▶ _EXERCISE REQUIREMENTS_:
Your result should be the lines holding the word "worn", copied from the entries below.

▶ _EXTRACTED ENTRIES_:
◇ ◇ ◇ ◇ ◇ ◇ ◇

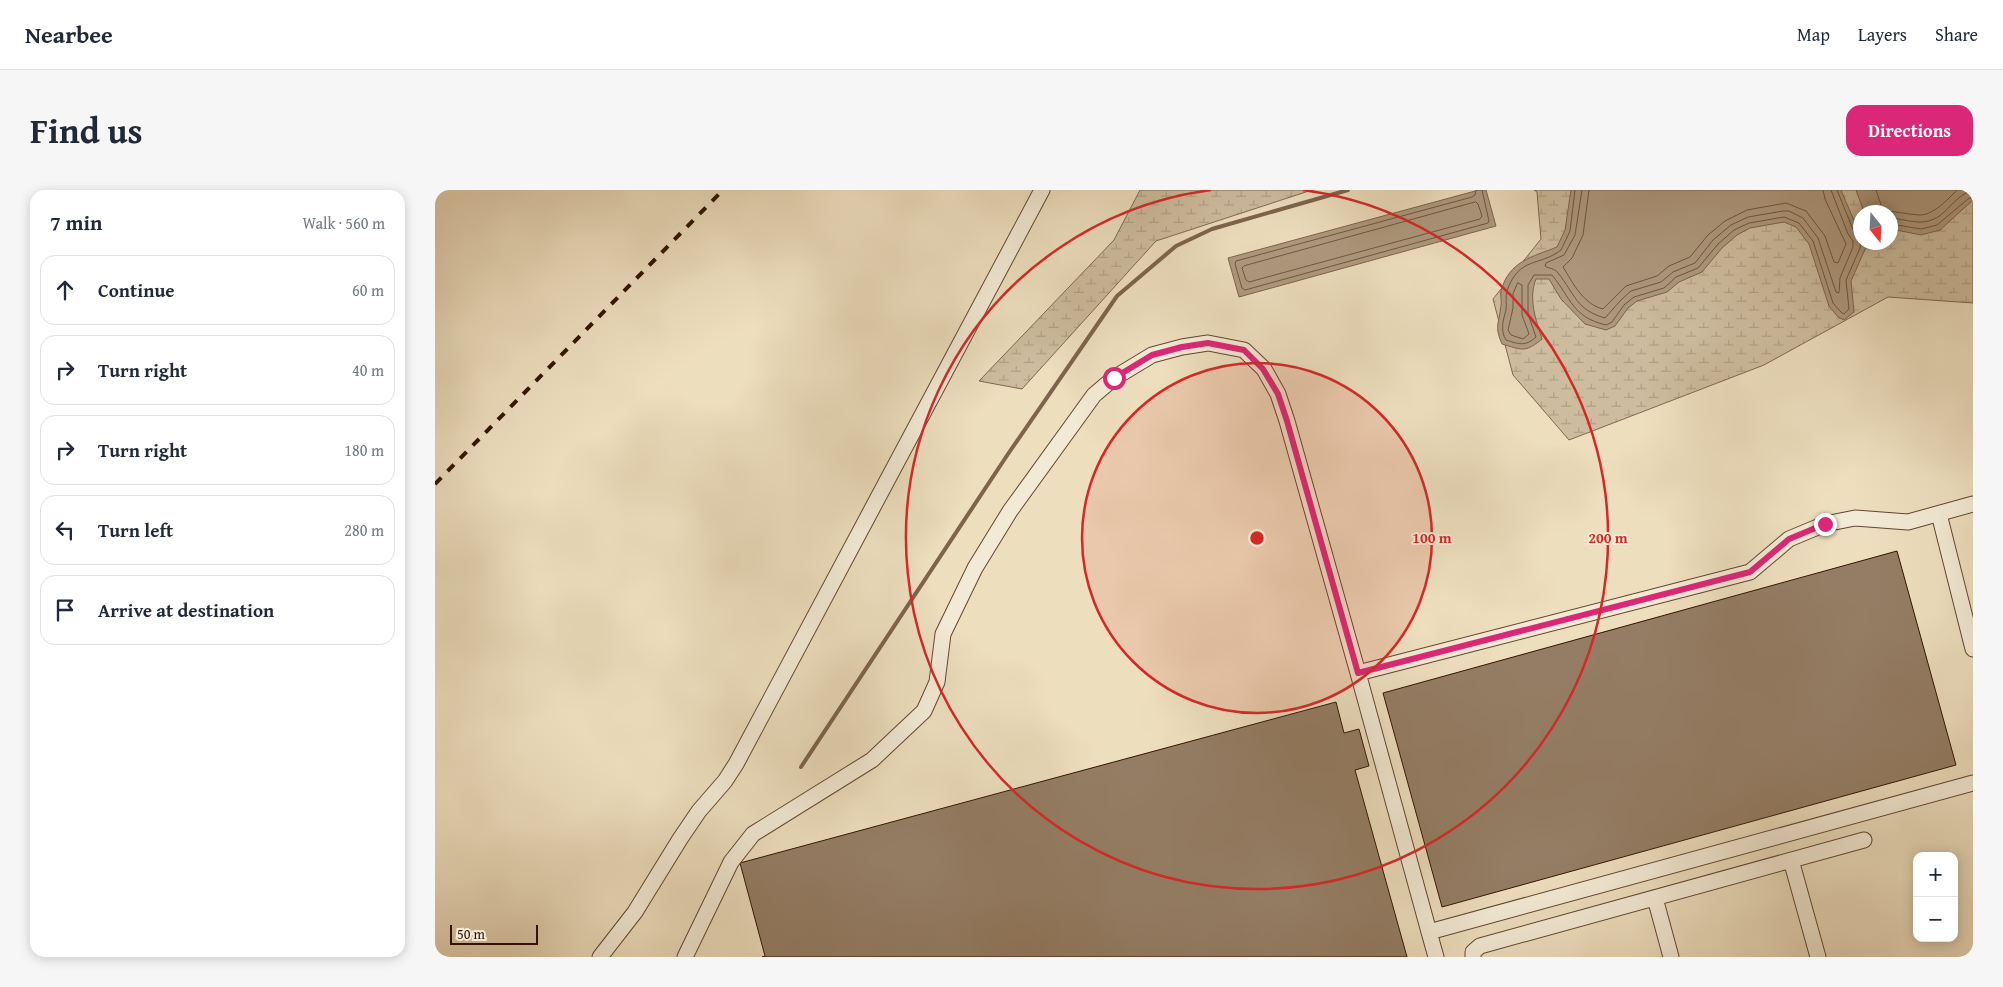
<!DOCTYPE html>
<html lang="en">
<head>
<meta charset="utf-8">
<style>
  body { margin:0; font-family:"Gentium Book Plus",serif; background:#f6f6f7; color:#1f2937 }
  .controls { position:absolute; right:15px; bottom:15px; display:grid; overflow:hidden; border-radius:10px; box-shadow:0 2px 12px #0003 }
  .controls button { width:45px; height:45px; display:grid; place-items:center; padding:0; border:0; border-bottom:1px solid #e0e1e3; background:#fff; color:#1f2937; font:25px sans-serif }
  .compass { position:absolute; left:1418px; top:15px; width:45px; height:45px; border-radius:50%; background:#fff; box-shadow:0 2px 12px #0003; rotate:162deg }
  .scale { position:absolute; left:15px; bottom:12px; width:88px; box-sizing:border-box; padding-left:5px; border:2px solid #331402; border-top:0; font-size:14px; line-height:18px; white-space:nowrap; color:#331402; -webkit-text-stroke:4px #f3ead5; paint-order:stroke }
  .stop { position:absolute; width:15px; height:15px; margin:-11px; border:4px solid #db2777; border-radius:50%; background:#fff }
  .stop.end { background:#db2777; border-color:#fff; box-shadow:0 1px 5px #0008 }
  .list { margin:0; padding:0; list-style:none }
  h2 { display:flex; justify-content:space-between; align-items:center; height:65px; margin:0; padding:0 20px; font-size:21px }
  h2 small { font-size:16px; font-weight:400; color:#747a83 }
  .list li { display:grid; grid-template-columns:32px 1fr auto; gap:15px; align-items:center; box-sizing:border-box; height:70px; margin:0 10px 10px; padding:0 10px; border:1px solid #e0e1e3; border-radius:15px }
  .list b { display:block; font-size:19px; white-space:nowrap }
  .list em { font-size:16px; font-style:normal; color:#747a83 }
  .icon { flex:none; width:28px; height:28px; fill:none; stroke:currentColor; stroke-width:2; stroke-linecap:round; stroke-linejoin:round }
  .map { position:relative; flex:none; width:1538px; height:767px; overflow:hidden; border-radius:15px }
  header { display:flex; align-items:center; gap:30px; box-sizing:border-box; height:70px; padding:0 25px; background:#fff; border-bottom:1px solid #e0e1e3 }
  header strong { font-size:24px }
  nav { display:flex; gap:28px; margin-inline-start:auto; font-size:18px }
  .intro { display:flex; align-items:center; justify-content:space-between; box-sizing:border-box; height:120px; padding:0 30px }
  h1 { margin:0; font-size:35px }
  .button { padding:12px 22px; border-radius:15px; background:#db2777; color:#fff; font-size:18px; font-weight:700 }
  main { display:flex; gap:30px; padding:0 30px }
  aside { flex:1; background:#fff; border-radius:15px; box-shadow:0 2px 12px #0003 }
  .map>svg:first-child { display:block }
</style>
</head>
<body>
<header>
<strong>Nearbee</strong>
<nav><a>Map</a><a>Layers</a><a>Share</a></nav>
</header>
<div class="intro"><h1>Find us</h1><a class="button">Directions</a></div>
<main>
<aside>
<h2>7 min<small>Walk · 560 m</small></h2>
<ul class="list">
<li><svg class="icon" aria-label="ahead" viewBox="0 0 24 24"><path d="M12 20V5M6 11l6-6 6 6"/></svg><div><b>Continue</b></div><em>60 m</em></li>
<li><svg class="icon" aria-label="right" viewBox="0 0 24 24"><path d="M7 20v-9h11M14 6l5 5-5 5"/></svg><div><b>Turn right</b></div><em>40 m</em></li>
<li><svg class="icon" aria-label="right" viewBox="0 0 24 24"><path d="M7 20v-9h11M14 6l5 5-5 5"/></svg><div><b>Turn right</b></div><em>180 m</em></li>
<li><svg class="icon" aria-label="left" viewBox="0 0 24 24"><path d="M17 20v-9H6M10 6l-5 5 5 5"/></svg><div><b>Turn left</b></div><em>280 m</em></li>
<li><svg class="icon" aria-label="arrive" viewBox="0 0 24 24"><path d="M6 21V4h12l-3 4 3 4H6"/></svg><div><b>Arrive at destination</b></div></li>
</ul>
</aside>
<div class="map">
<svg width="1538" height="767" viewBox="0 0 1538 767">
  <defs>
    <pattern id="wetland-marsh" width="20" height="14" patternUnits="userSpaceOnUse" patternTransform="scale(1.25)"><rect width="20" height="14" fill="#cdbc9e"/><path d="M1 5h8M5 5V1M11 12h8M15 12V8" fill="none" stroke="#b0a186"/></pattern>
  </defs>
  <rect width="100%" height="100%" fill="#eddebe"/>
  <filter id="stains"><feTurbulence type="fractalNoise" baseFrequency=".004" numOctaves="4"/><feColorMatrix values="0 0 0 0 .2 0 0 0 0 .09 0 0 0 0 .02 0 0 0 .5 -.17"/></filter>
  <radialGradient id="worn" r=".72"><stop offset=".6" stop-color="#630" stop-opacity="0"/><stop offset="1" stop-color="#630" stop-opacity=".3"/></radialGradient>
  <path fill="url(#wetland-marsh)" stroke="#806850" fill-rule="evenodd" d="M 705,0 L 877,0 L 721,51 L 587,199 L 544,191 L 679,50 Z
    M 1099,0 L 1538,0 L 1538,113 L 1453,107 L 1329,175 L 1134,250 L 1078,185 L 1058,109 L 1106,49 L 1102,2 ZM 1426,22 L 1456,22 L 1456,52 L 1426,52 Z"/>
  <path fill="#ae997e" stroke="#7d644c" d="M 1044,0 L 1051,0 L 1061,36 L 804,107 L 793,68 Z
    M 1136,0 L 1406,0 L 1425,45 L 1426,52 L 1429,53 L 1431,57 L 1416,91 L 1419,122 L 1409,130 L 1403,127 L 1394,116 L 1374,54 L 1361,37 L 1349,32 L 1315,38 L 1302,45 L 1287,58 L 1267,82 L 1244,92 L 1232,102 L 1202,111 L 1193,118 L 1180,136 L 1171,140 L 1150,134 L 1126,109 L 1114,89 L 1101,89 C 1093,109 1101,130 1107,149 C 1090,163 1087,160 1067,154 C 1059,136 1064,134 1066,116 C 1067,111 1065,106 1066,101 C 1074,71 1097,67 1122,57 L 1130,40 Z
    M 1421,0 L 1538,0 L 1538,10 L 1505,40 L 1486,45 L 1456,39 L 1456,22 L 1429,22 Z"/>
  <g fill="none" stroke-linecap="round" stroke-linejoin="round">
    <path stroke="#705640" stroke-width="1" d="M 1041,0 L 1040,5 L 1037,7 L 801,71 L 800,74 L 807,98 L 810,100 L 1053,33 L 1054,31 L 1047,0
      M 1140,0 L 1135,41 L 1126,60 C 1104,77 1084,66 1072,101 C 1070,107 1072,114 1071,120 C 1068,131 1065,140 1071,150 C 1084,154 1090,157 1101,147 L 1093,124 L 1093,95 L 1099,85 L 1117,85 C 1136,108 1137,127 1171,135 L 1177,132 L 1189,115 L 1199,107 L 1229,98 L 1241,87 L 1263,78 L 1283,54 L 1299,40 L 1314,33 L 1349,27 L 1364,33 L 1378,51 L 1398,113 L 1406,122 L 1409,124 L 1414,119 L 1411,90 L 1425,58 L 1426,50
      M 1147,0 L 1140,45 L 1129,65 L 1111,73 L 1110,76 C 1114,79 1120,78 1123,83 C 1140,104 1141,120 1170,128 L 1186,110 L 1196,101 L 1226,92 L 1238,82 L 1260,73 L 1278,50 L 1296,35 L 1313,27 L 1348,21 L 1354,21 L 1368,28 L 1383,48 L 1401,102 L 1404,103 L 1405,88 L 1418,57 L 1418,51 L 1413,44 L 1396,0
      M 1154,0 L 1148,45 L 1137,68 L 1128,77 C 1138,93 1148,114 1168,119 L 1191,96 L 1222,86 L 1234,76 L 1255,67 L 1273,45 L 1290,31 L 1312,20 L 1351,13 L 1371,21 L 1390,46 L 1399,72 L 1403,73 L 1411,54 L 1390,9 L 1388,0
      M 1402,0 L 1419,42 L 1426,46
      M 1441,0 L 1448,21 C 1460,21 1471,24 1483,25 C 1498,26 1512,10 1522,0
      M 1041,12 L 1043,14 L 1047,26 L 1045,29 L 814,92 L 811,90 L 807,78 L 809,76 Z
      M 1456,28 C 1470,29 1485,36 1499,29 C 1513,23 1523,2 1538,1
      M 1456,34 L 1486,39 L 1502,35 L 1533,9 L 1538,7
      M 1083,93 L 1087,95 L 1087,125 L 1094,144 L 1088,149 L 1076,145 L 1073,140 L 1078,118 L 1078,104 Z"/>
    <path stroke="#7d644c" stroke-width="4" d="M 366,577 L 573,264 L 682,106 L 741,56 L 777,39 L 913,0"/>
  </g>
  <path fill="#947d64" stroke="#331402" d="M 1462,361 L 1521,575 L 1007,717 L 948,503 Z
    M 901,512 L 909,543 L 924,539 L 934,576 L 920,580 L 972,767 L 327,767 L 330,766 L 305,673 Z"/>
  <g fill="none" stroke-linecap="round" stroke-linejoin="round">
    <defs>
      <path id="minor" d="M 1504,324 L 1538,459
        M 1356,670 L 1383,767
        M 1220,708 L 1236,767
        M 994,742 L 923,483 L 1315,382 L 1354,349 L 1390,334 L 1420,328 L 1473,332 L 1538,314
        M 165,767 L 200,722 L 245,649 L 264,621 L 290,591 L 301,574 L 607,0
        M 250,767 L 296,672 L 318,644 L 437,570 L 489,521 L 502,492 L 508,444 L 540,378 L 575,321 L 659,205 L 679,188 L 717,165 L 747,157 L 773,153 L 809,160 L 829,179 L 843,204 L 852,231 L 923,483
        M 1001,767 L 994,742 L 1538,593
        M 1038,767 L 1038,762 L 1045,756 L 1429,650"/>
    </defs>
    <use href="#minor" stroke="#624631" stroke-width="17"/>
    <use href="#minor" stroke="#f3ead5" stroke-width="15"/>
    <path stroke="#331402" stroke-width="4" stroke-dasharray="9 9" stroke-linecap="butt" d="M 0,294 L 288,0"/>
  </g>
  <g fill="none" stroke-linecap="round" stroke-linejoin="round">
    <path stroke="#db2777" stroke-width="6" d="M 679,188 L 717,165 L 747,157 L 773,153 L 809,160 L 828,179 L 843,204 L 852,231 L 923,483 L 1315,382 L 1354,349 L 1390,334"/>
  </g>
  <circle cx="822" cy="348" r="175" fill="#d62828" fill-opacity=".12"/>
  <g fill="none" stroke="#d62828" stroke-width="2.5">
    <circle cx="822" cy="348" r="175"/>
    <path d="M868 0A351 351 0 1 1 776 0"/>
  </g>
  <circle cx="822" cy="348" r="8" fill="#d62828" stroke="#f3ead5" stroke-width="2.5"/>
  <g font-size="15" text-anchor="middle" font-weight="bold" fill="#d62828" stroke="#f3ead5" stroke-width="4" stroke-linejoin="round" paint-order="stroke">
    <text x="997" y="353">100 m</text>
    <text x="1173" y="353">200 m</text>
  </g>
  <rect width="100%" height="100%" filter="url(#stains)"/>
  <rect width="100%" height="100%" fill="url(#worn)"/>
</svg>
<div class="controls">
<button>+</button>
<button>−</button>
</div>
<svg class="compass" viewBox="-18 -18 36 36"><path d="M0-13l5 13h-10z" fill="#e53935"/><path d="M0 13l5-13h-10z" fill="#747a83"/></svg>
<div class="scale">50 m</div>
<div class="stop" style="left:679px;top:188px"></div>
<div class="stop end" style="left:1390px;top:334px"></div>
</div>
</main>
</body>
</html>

◇ ◇ ◇ ◇ ◇ ◇ ◇

▶ _RESPONSE_:
  <radialGradient id="worn" r=".72"><stop offset=".6" stop-color="#630" stop-opacity="0"/><stop offset="1" stop-color="#630" stop-opacity=".3"/></radialGradient>
  <rect width="100%" height="100%" fill="url(#worn)"/>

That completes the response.